From Subject To Soundbite, Results To Hype: Communicating Data Science

Last week I was forwarded an article from Science News describing a new data analysis as “one of the largest text and data mining exercises ever conducted.” As top scientific journals like Science join the growing trend of emphasizing the size of data analyses, what might we learn about how data science is increasingly being communicated to the public?

Has the way in which we talk about innovation and technical discovery changed over the past half century? In 2010, Paul Magelli and I explored this question through the lens of the digitized Proquest New York Times archive, searching all 18 million articles it had published 1945 to 2005 for any mention of an American research university. While major research universities represent only one dimension of the technical innovation landscape and only a portion of their discourse revolves around their research, they historically have been a key source of coverage of basic research breakthroughs. By assessing how they have been portrayed in the media, we gain a least a partial understanding of the public information environment around research institutions and what an average member of the public will see about them on a daily basis.
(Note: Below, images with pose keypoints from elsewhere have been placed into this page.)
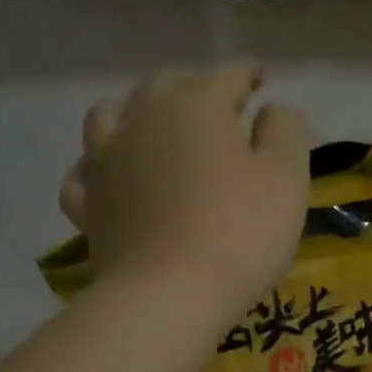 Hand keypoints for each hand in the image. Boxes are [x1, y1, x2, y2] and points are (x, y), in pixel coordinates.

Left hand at [61, 64, 310, 322]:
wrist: (169, 296)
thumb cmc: (239, 234)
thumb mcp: (286, 179)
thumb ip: (286, 131)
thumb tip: (271, 110)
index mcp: (196, 105)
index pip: (228, 76)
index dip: (248, 75)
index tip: (261, 79)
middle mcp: (142, 118)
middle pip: (167, 86)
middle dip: (194, 88)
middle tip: (216, 107)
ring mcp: (105, 160)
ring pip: (112, 116)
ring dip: (135, 113)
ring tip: (151, 127)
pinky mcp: (88, 204)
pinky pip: (85, 173)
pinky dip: (98, 166)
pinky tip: (109, 176) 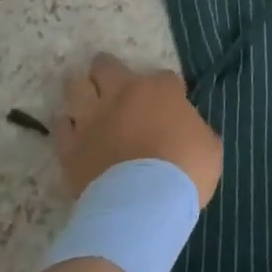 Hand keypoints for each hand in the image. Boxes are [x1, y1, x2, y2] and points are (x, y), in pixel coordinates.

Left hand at [54, 54, 222, 208]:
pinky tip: (73, 130)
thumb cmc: (184, 172)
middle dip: (108, 69)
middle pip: (106, 66)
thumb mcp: (209, 147)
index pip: (165, 77)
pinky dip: (68, 125)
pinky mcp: (71, 146)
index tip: (171, 105)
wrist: (142, 205)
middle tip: (111, 79)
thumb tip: (189, 133)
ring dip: (81, 89)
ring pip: (76, 86)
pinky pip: (61, 125)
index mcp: (159, 90)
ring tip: (85, 95)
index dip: (168, 91)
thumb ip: (196, 131)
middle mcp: (122, 94)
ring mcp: (92, 118)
In the case of the New York Times we found that while the Times had shrunk linearly by half over the last 60 years, its coverage of research universities had remained constant in terms of raw article count. Thus, as a percentage of all Times articles published each year, universities had steadily increased, with at least one research institution mentioned in 13% of all articles and 21% of all frontpage Times articles per year by 2005.

However, even as universities have become a mainstay of news coverage, the nature of how they are mentioned has changed dramatically. In 1946, 53% of articles mentioning a research university did so in the lead paragraph, suggesting the discussion was about that institution and its activities and research, while in 2005, just 15% of the articles mentioning a university were primarily about that institution. The remaining articles typically only cited prominent faculty or research as soundbite commentary on major events.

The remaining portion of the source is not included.